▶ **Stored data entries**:
※
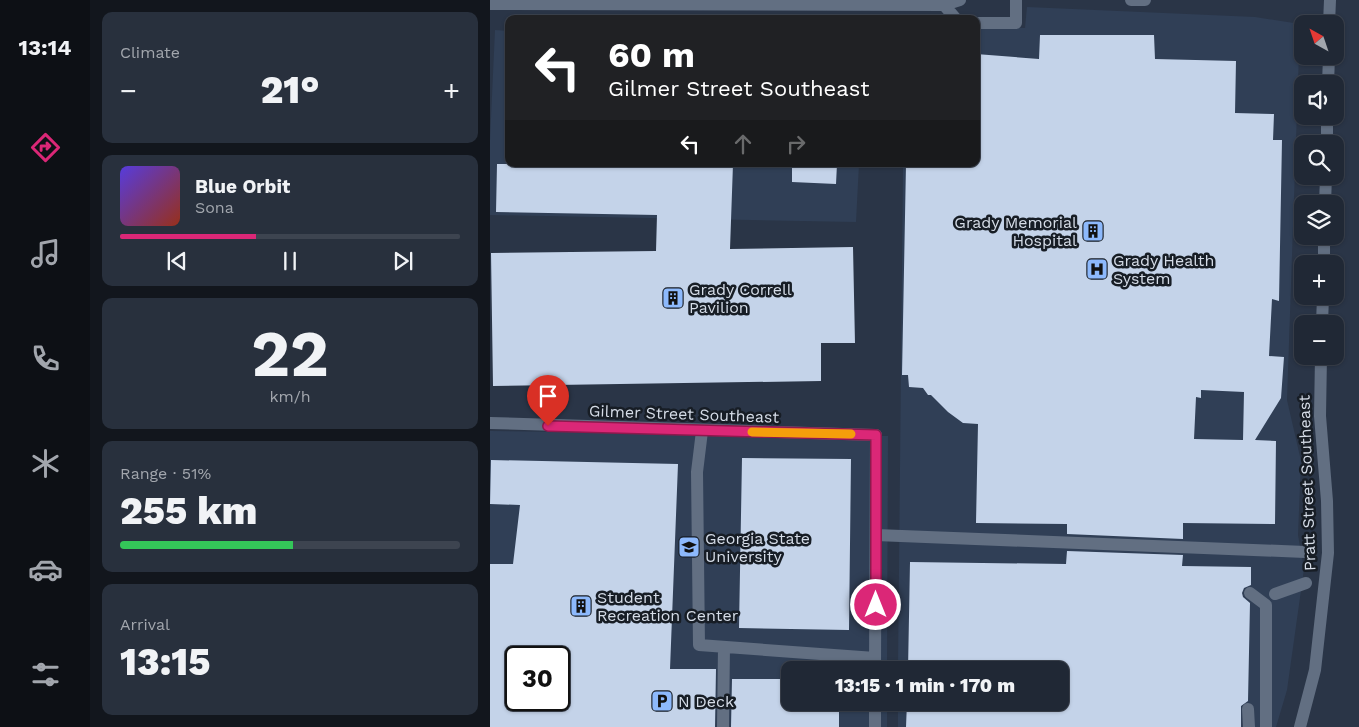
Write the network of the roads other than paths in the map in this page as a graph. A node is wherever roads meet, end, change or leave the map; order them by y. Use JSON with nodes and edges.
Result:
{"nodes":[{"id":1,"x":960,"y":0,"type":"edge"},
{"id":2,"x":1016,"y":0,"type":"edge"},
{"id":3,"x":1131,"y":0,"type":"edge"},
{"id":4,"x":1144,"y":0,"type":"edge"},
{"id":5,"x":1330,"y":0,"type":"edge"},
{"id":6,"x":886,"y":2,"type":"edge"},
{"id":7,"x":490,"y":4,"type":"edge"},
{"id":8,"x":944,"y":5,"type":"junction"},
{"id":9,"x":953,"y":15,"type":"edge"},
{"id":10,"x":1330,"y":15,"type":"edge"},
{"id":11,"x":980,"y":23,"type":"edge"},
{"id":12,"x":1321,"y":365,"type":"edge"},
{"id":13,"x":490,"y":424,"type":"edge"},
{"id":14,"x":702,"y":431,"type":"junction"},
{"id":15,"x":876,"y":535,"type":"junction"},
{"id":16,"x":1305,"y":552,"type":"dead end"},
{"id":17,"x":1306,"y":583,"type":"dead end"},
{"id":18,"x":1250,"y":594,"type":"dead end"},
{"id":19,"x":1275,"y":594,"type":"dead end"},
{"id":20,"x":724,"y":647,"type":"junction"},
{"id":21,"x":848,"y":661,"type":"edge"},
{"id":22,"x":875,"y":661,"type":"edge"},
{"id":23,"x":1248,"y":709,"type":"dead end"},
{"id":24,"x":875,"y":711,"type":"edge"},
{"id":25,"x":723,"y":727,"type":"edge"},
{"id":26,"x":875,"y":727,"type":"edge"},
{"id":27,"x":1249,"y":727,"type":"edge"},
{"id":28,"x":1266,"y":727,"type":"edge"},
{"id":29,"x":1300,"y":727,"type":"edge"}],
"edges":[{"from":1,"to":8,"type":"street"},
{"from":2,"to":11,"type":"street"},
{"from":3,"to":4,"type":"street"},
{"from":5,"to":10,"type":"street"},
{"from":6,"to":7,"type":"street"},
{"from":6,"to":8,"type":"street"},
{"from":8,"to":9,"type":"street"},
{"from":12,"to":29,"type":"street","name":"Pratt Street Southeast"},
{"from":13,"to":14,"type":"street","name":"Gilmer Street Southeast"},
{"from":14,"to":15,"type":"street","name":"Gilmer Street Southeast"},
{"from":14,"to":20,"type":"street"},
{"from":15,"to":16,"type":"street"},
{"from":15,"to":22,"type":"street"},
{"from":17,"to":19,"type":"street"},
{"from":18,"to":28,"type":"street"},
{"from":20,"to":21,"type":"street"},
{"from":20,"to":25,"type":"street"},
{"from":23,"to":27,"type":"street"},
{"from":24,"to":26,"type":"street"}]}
※
▶ **Prompt**: A single number is the whole answer: how many lines of the records contain the word "Southeast".

▶ **Answer to this exercise**: 3